Fianna like 'boy scouts', Saville Inquiry told

A former leader of an organisation, widely regarded as the IRA’s youth wing, today compared it with the boy scout movement.

Fianna like 'boy scouts', Saville Inquiry told

A former leader of an organisation, widely regarded as the IRA’s youth wing, today compared it with the boy scout movement.

Patsy Moore, who was the co-leader of the Fianna in Derry until the split between the Officials and the Provisionals, denied it was part of the republican movement and insisted youths were not trained in weapons while he was in charge.

He told the Bloody Sunday Inquiry: “The Fianna was never involved in any military activity as far as I was concerned. It was just like the Catholic Boy Scouts of Ireland. There is nothing military about that organisation.”

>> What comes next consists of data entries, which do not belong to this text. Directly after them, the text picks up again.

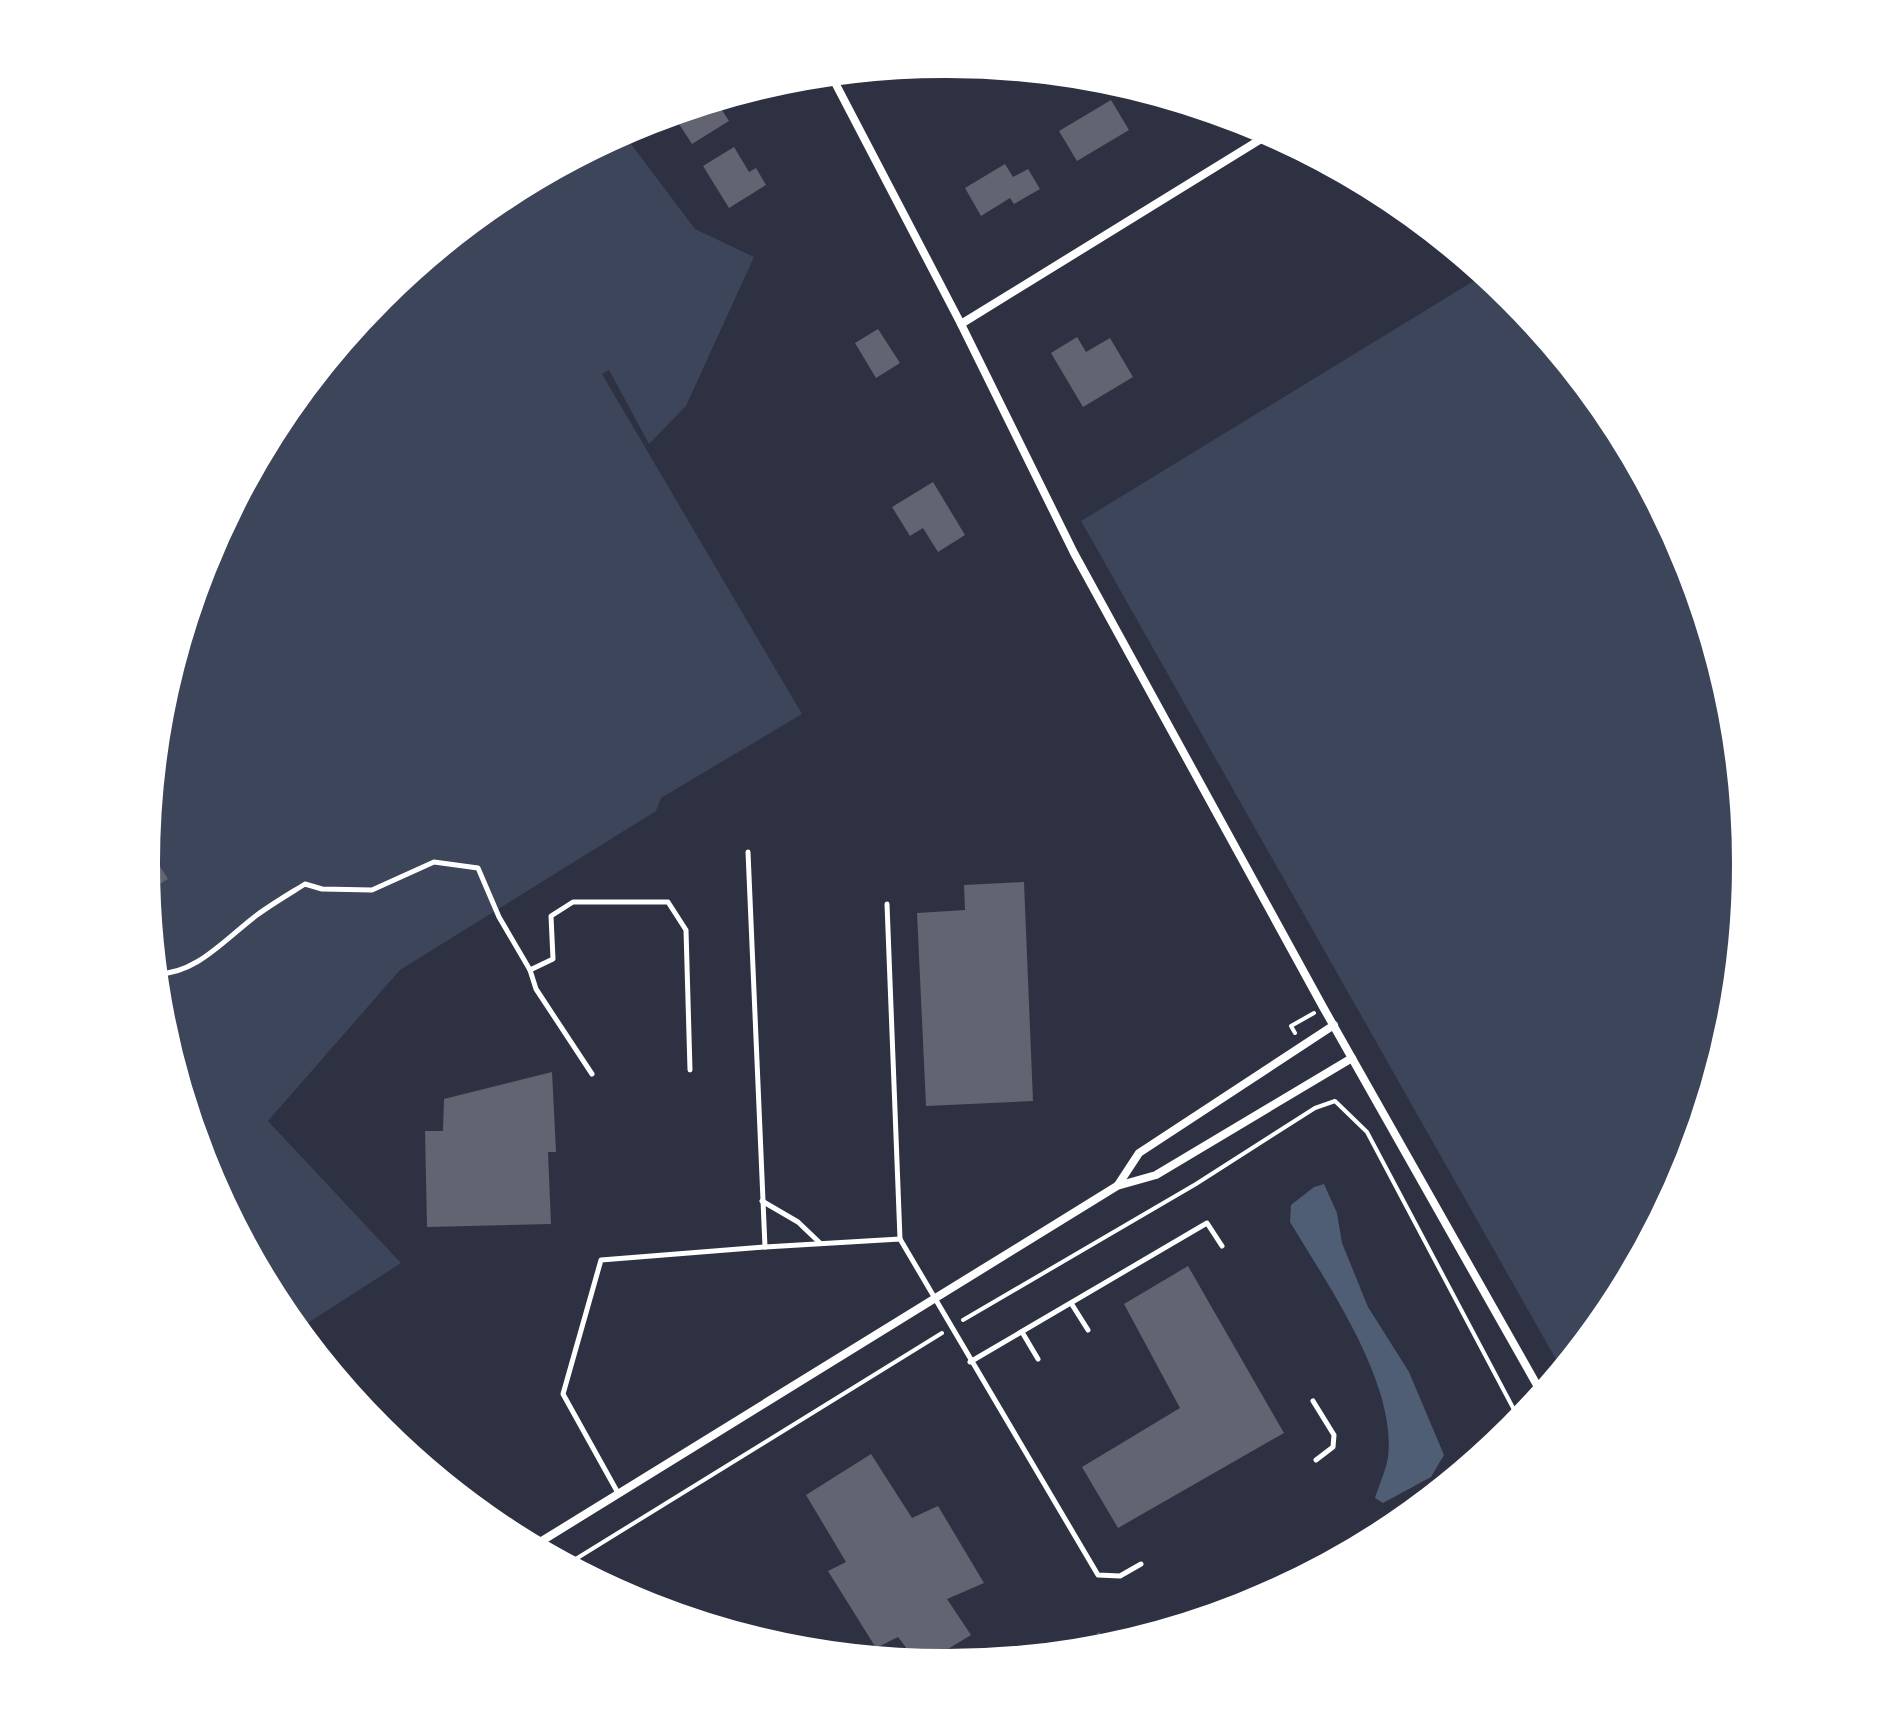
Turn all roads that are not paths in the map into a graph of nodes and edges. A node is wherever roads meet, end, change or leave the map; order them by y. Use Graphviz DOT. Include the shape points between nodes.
graph roads {
  1 [pos="836,84"];
  2 [pos="1258,141"];
  3 [pos="961,324"];
  4 [pos="748,852"];
  5 [pos="887,904"];
  6 [pos="530,970"];
  7 [pos="167,975"];
  8 [pos="1334,1025"];
  9 [pos="1352,1058"];
  10 [pos="690,1070"];
  11 [pos="592,1074"];
  12 [pos="1117,1186"];
  13 [pos="762,1201"];
  14 [pos="900,1239"];
  15 [pos="820,1244"];
  16 [pos="1222,1246"];
  17 [pos="765,1247"];
  18 [pos="933,1300"];
  19 [pos="1071,1303"];
  20 [pos="1088,1330"];
  21 [pos="1022,1332"];
  22 [pos="1038,1359"];
  23 [pos="970,1362"];
  24 [pos="1537,1384"];
  25 [pos="1313,1401"];
  26 [pos="1316,1460"];
  27 [pos="618,1494"];
  28 [pos="544,1540"];
  29 [pos="1141,1564"];
  1 -- 3 [label="street"];
  2 -- 3 [label="street"];
  3 -- 8 [label="street" via="1074,553"];
  4 -- 13 [label="lane"];
  5 -- 14 [label="lane"];
  6 -- 7 [label="lane" via="478,868 434,862 372,890 305,884 219,947"];
  6 -- 10 [label="lane" via="553,959 551,916 573,902 668,902 686,930"];
  6 -- 11 [label="lane" via="536,989"];
  8 -- 9 [label="street"];
  8 -- 12 [label="street" via="1139,1153"];
  9 -- 12 [label="street" via="1156,1175"];
  9 -- 24 [label="street"];
  12 -- 18 [label="street"];
  13 -- 15 [label="lane" via="798,1222"];
  13 -- 17 [label="lane"];
  14 -- 15 [label="lane"];
  14 -- 18 [label="lane"];
  15 -- 17 [label="lane"];
  16 -- 19 [label="lane" via="1207,1223"];
  17 -- 27 [label="lane" via="601,1260 563,1394"];
  18 -- 23 [label="lane"];
  18 -- 27 [label="street"];
  19 -- 20 [label="lane"];
  19 -- 21 [label="lane"];
  21 -- 22 [label="lane"];
  21 -- 23 [label="lane"];
  23 -- 29 [label="lane" via="1098,1575 1120,1576"];
  25 -- 26 [label="lane" via="1334,1435 1333,1447"];
  27 -- 28 [label="street"];
}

Mr Moore said he ended his role in the organisation in 1970, two years before Bloody Sunday when 13 unarmed civilians were shot dead by paratroopers in the Bogside area of the city.

Despite claims by another witness that members of the Fianna were handed nail bombs on Bloody Sunday, Mr Moore said there was no difference between it and English scouts.

“As far as I am aware, the Fianna was not affiliated to either the Official IRA or the Provisional IRA.”

Pressed by Counsel to the Inquiry Cathryn McGahey that it was indeed a republican organisation, he replied: “Does that mean the scouts in England are affiliated to the British army?”

Earlier this year, Paddy Ward, a former IRA man, who claimed he was officer commanding the Fianna at the time of Bloody Sunday, claimed that Sinn Féin’s Martin McGuinness handed him detonator parts of nail bombs in preparation for an attack on Guildhall Square.

Mr Moore said he knew Mr Ward but his recollection was that he was never a member of the Fianna.

“I was not in the Fianna by the time of Bloody Sunday and had not been organising a group for at least a year. I understand that Paddy Ward has described a leadership hierarchy in the Fianna but this is not what I remember,” he added.